Step1: Let \( \theta = \tan^{-1}(-2) \), so \( \tan\theta = -2 \) and \( \theta \) is in the fourth quadrant (since tangent is negative).

We know that \( \tan\theta = \frac{\text{opposite}}{\text{adjacent}} = \frac{-2}{1} \) (we take the absolute values for the sides of the right triangle).

Step2: Find the hypotenuse \( r \) using the Pythagorean theorem: \( r = \sqrt{(\text{opposite})^2 + (\text{adjacent})^2} = \sqrt{(-2)^2 + 1^2} = \sqrt{4 + 1} = \sqrt{5} \).

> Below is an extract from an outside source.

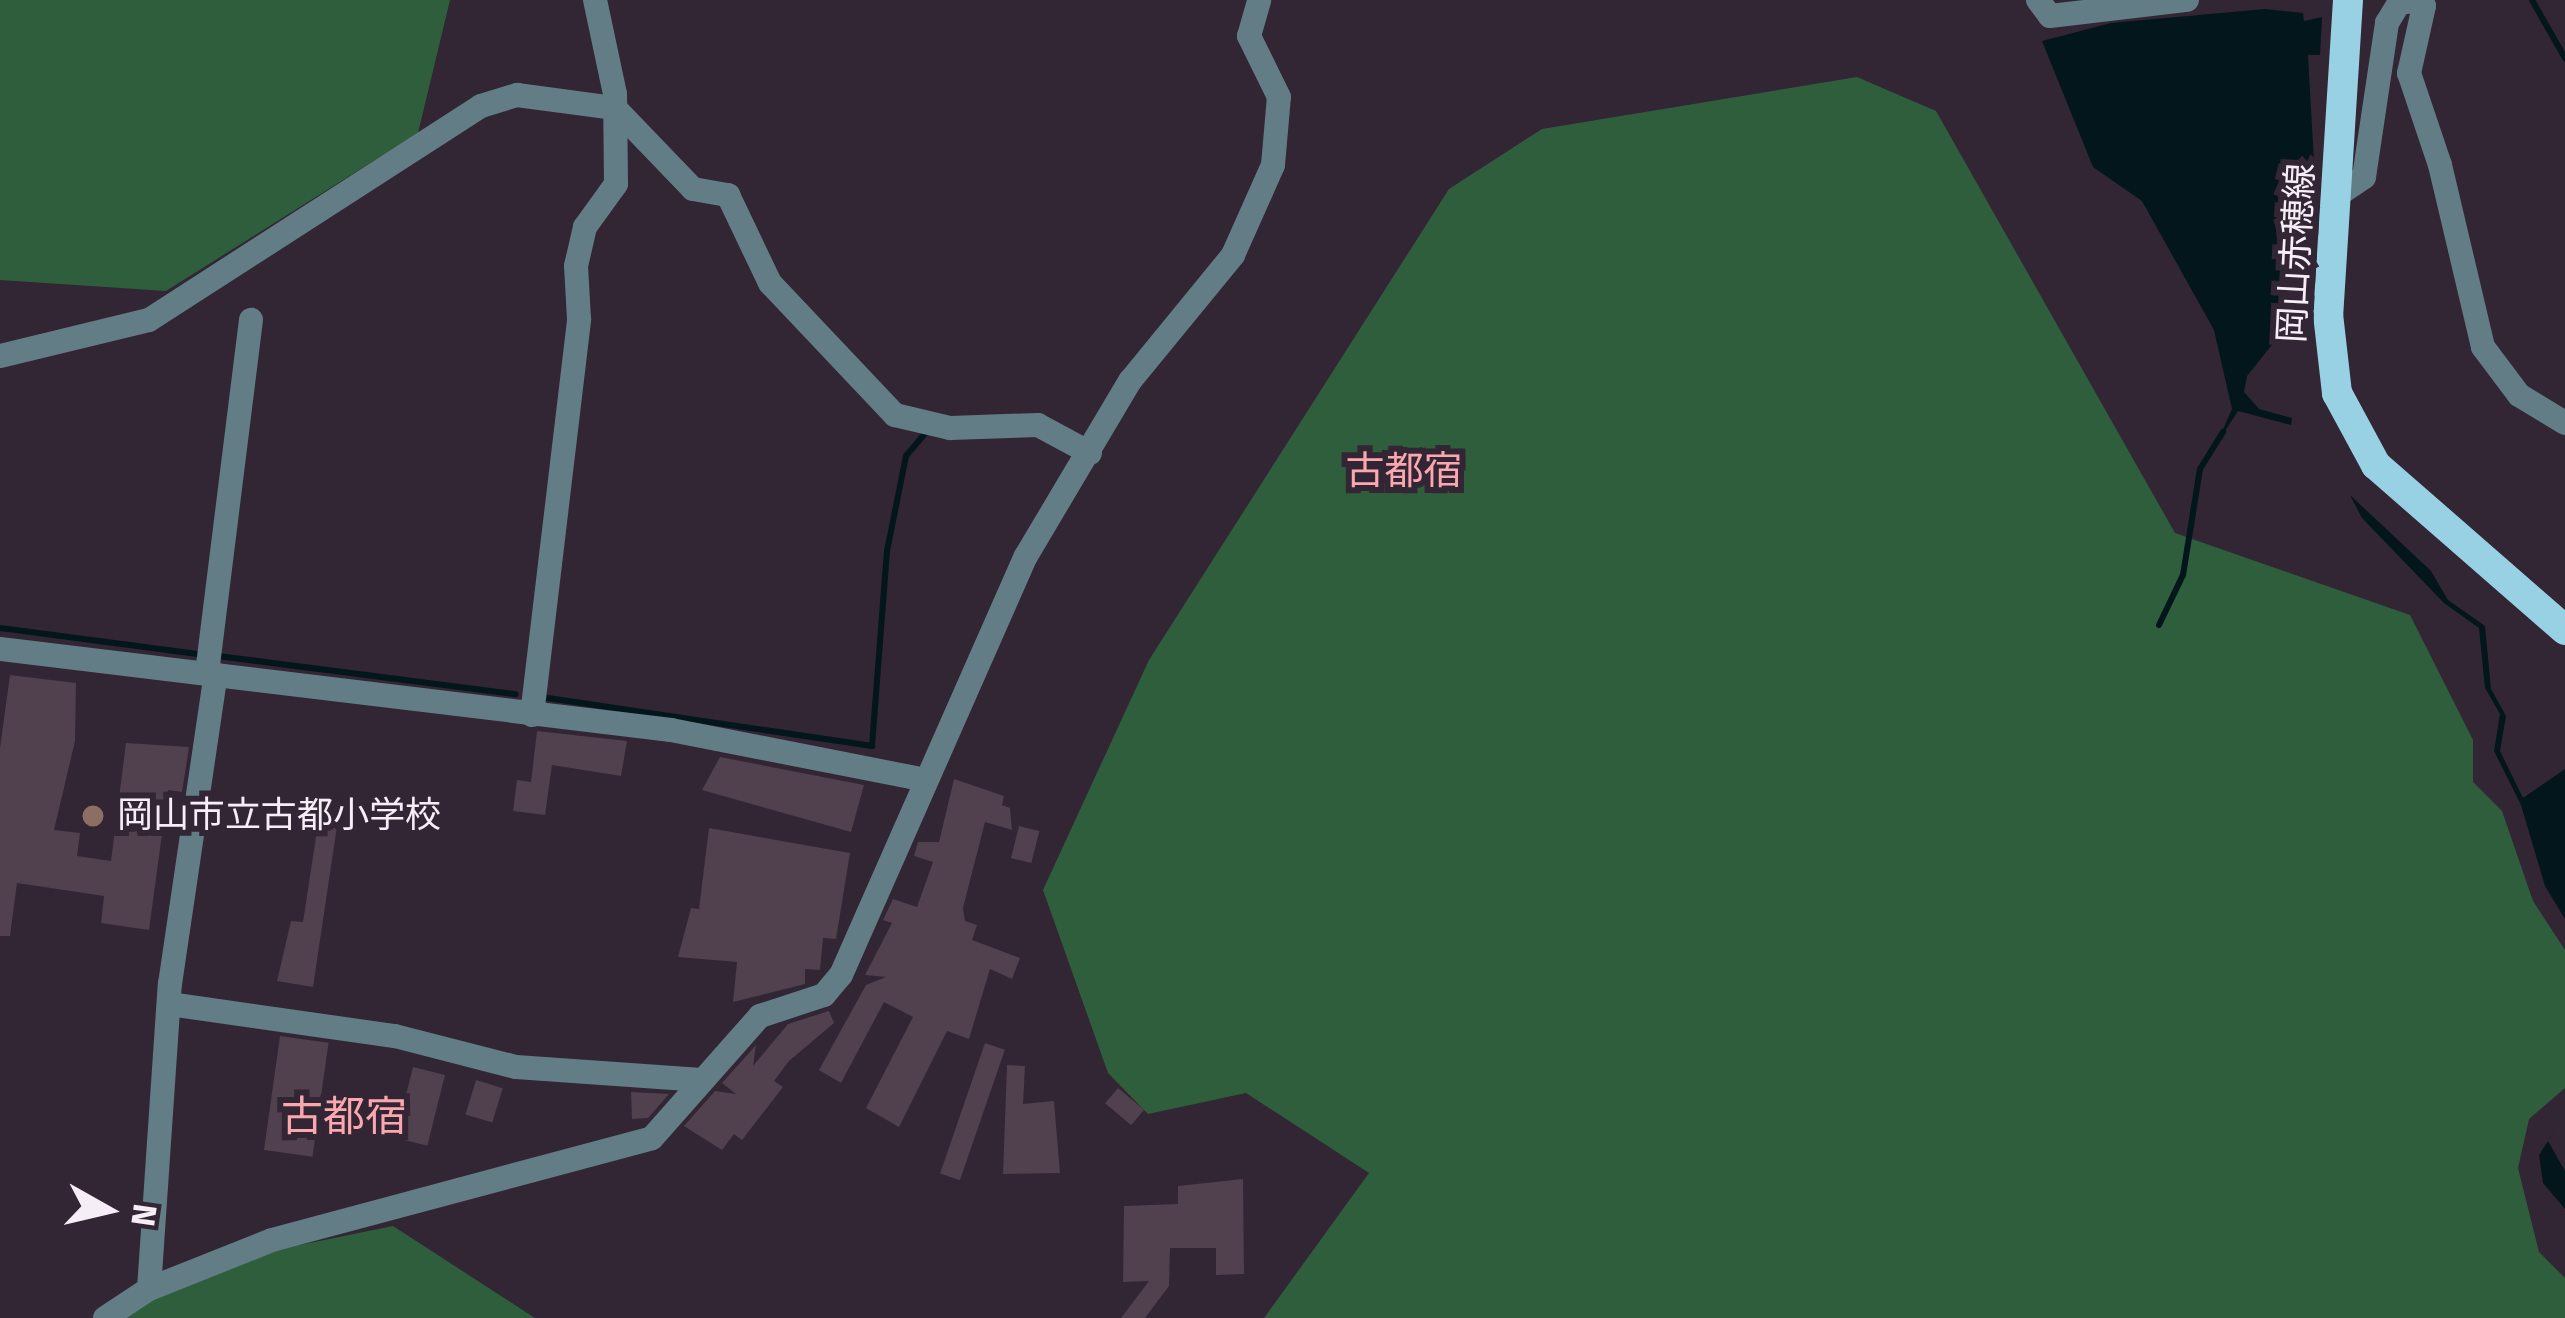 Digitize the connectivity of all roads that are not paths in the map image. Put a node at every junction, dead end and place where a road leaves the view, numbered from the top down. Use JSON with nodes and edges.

Step3: Now, \( \sin\theta = \frac{\text{opposite}}{r} \). Since \( \theta \) is in the fourth quadrant, sine is negative. So \( \sin(\tan^{-1}(-2)) = \sin\theta = \frac{-2}{\sqrt{5}} \).

Answer:

\( -\dfrac{2}{\sqrt{5}} \) (corresponding to the option: \( -\dfrac{2}{\sqrt{5}} \))